Golly gee willickers, it has to be painful to be this clueless. “Liberal Protestantism in many ways exemplifies the best of what religion could be,” only to someone who has absolutely no idea what religion actually is.
I guess I’m going to have to try to dumb this down even further and for the sake of brevity, I’m going to stick with the monotheistic religions but these principles apply to all religions. So here goes not much of anything.
Once they accept that, they’re kind of forced to accept three more concepts. Even if they never figure out what it is, there’s a reason why they’re here; after all, if you’re talented enough to speak existence into existence, why would Christopher Johnsons ever just sort of randomly turn up?
So if you’re here for a reason, even if you never ever understand what that reason is until you die, if then, does that not imply that the God who deliberately made you exist feels that your existence is important? And if your existence is important, does that not rather obligate you to try to live the way the God who made you exist wants you to live?
You can’t do that as well as you want to, of course. God, in His mercy, understands that and has provided vehicles of escape, the most sensible and efficacious being, according to this Christian, that vehicle provided by the Christian religion. That fellow on the Cross.
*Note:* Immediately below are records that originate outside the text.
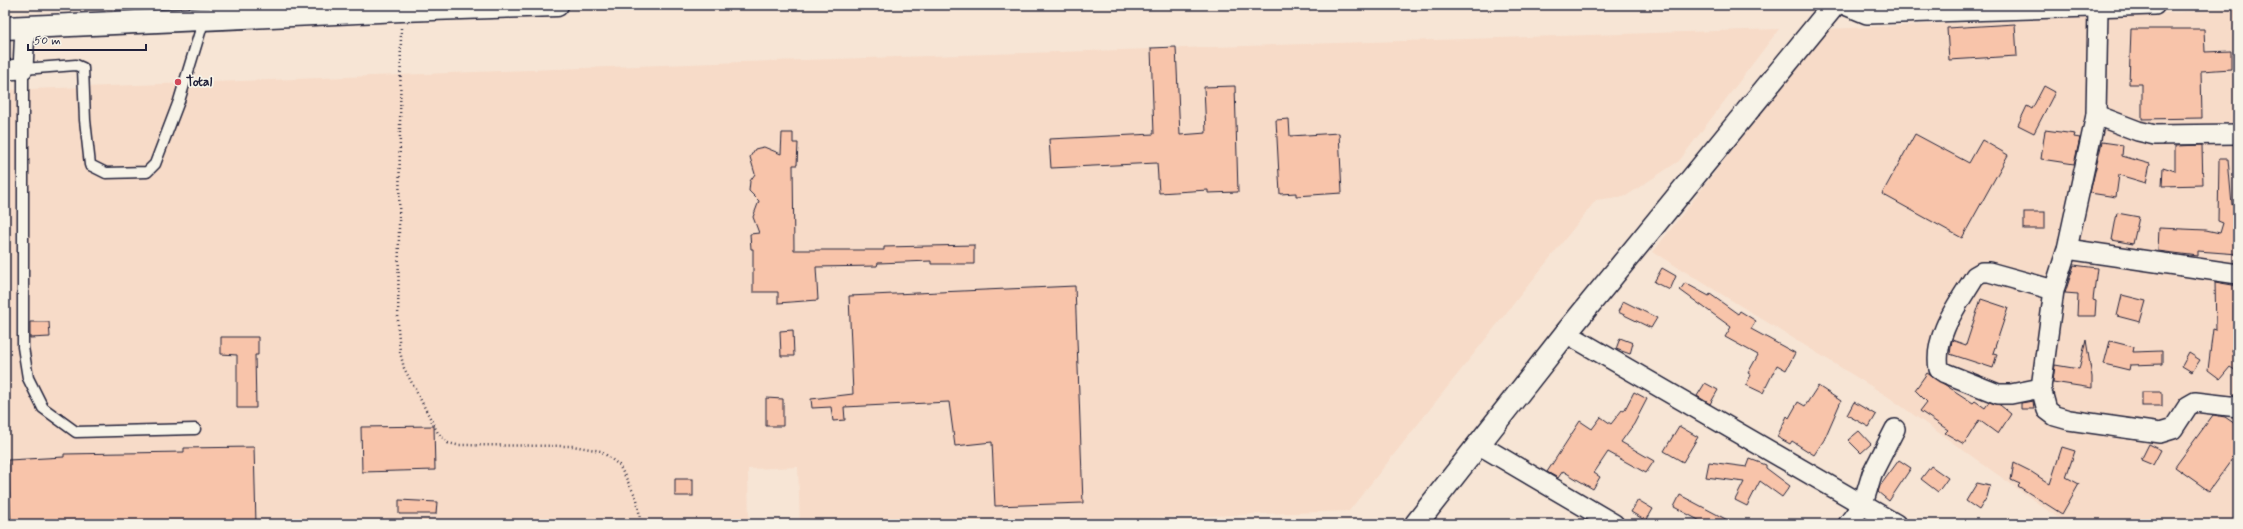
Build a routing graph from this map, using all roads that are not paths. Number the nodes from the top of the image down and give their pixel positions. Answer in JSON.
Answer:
{"nodes":[{"id":1,"x":557,"y":5,"type":"edge"},
{"id":2,"x":1834,"y":5,"type":"edge"},
{"id":3,"x":1845,"y":5,"type":"edge"},
{"id":4,"x":2155,"y":5,"type":"edge"},
{"id":5,"x":2098,"y":8,"type":"junction"},
{"id":6,"x":204,"y":19,"type":"junction"},
{"id":7,"x":15,"y":28,"type":"edge"},
{"id":8,"x":14,"y":70,"type":"edge"},
{"id":9,"x":2096,"y":115,"type":"junction"},
{"id":10,"x":2238,"y":134,"type":"edge"},
{"id":11,"x":2067,"y":249,"type":"junction"},
{"id":12,"x":2238,"y":274,"type":"edge"},
{"id":13,"x":2054,"y":290,"type":"junction"},
{"id":14,"x":1566,"y":333,"type":"junction"},
{"id":15,"x":2041,"y":388,"type":"junction"},
{"id":16,"x":2238,"y":407,"type":"edge"},
{"id":17,"x":195,"y":429,"type":"dead end"},
{"id":18,"x":1895,"y":429,"type":"dead end"},
{"id":19,"x":1478,"y":444,"type":"junction"},
{"id":20,"x":1862,"y":504,"type":"junction"},
{"id":21,"x":1416,"y":524,"type":"edge"},
{"id":22,"x":1614,"y":524,"type":"edge"},
{"id":23,"x":1848,"y":524,"type":"edge"},
{"id":24,"x":1896,"y":524,"type":"edge"}],
"edges":[{"from":1,"to":6,"type":"main road"},
{"from":2,"to":14,"type":"main road"},
{"from":3,"to":5,"type":"street"},
{"from":4,"to":5,"type":"street"},
{"from":5,"to":9,"type":"street"},
{"from":6,"to":7,"type":"main road"},
{"from":6,"to":8,"type":"lane"},
{"from":7,"to":8,"type":"street"},
{"from":8,"to":17,"type":"lane"},
{"from":9,"to":10,"type":"street"},
{"from":9,"to":11,"type":"street"},
{"from":11,"to":12,"type":"street"},
{"from":11,"to":13,"type":"street"},
{"from":13,"to":15,"type":"street"},
{"from":13,"to":15,"type":"street"},
{"from":14,"to":19,"type":"main road"},
{"from":14,"to":20,"type":"street"},
{"from":15,"to":16,"type":"street"},
{"from":18,"to":20,"type":"street"},
{"from":19,"to":21,"type":"main road"},
{"from":19,"to":22,"type":"street"},
{"from":20,"to":23,"type":"street"},
{"from":20,"to":24,"type":"street"}]}
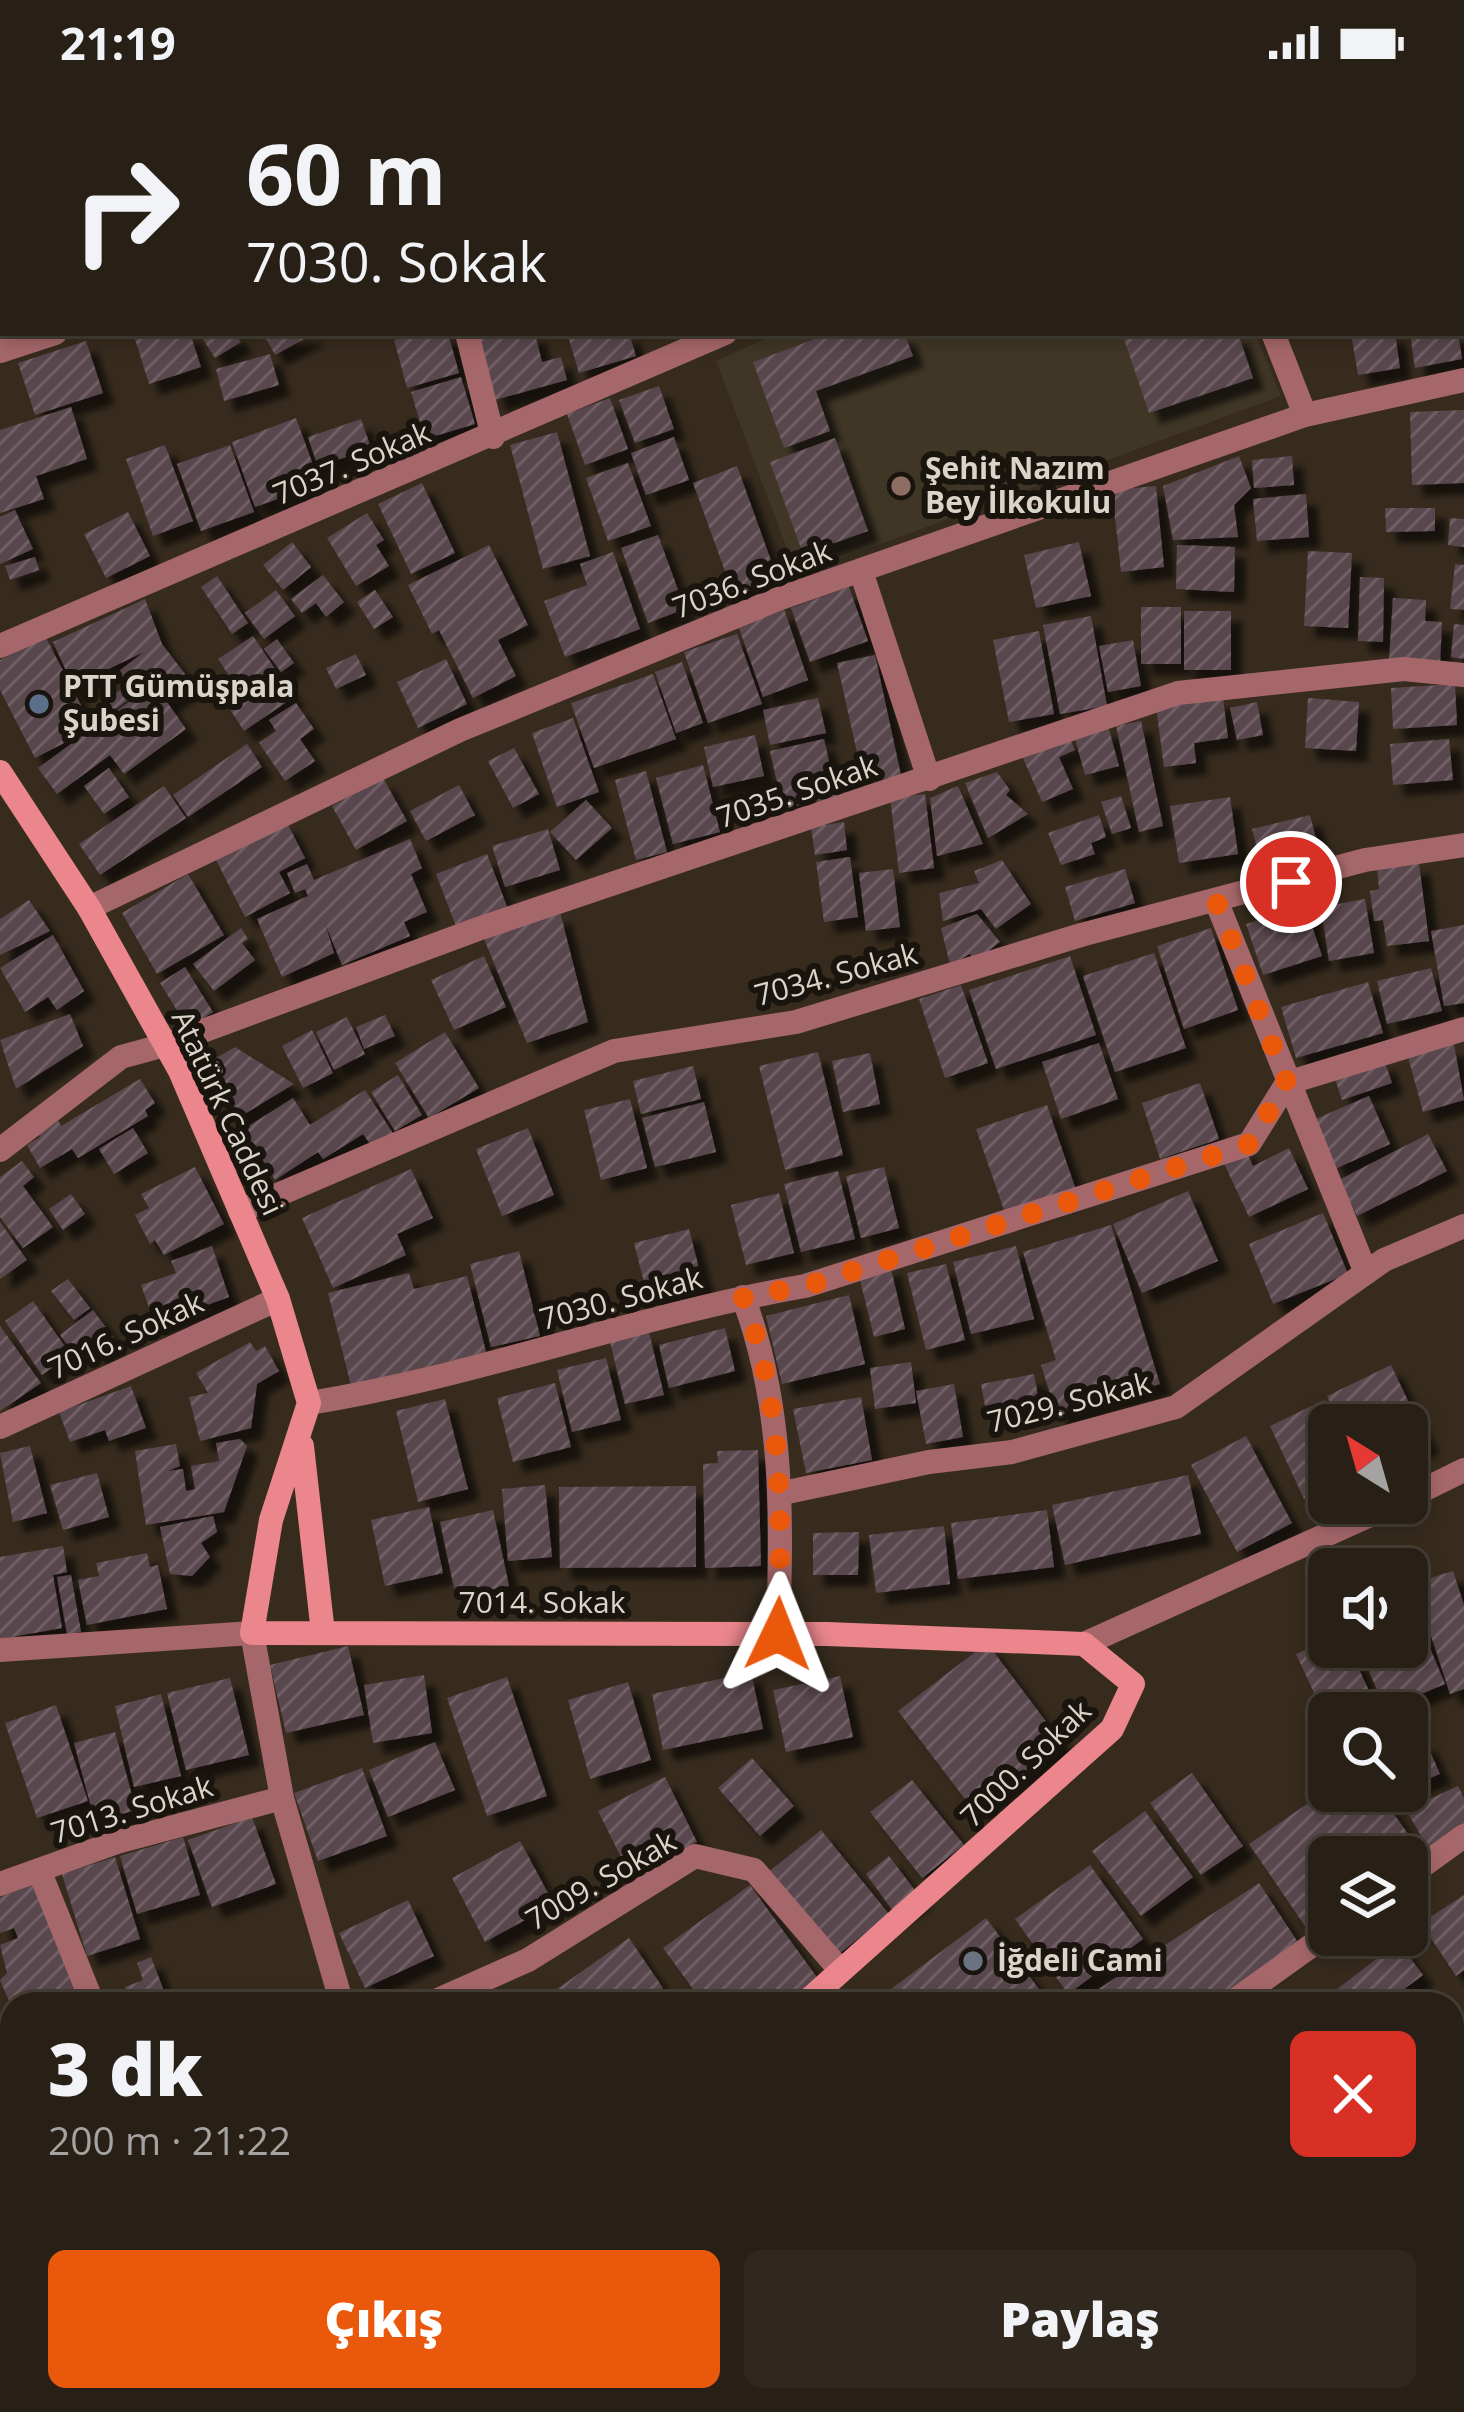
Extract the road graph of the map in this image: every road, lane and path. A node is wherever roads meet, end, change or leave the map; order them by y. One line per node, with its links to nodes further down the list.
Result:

Go here to read the rest. CS Lewis put it rather well in Mere Christianity:
I am trying here to prevent anyone saying the really foolish thing that people often say about Him: I’m ready to accept Jesus as a great moral teacher, but I don’t accept his claim to be God. That is the one thing we must not say. A man who was merely a man and said the sort of things Jesus said would not be a great moral teacher. He would either be a lunatic — on the level with the man who says he is a poached egg — or else he would be the Devil of Hell. You must make your choice. Either this man was, and is, the Son of God, or else a madman or something worse. You can shut him up for a fool, you can spit at him and kill him as a demon or you can fall at his feet and call him Lord and God, but let us not come with any patronising nonsense about his being a great human teacher. He has not left that open to us. He did not intend to. … Now it seems to me obvious that He was neither a lunatic nor a fiend: and consequently, however strange or terrifying or unlikely it may seem, I have to accept the view that He was and is God.
Why liberal Christianity is dying is precisely because it attempts to square this circle. “Christ is a great and admirable man but none of what he said binds us today because we are more enlightened. He started a great faith tradition with wonderful words about mercy and peace and love, and it is our job to continue this tradition without being bound by the cold text of his words, but rather being moved by the spirit that moved him.” Some such blather lies at the base of what passes for liberal Christianity, either of the Protestant or Catholic variety. Christ is not seen as He was: I AM, the Second Person of the Trinity, the Alpha and the Omega, but rather as merely a wise teacher, one among many like Plato, Buddha, etc. Christ becomes thereby not God to be followed and obeyed, but rather a tool in whose name we can put a pretty bow on our own ideas. Now most people, quite a bit of evidence to the contrary notwithstanding, are not fools. Over time they realize what is going on and they decide that such “religion”, which is merely the opinions of those currently in control of a “church” rather than timeless revelations from the Creator of All, is not worth their time or their support. The dying of liberal Christianity is occurring because to call such gatherings “religion” is to violate a rule of common sense contained in Lincoln’s story about a dog’s tail:
If you call a dog’s tail a leg, how many legs does a dog have? Four. Calling a tail a leg does not make it a leg.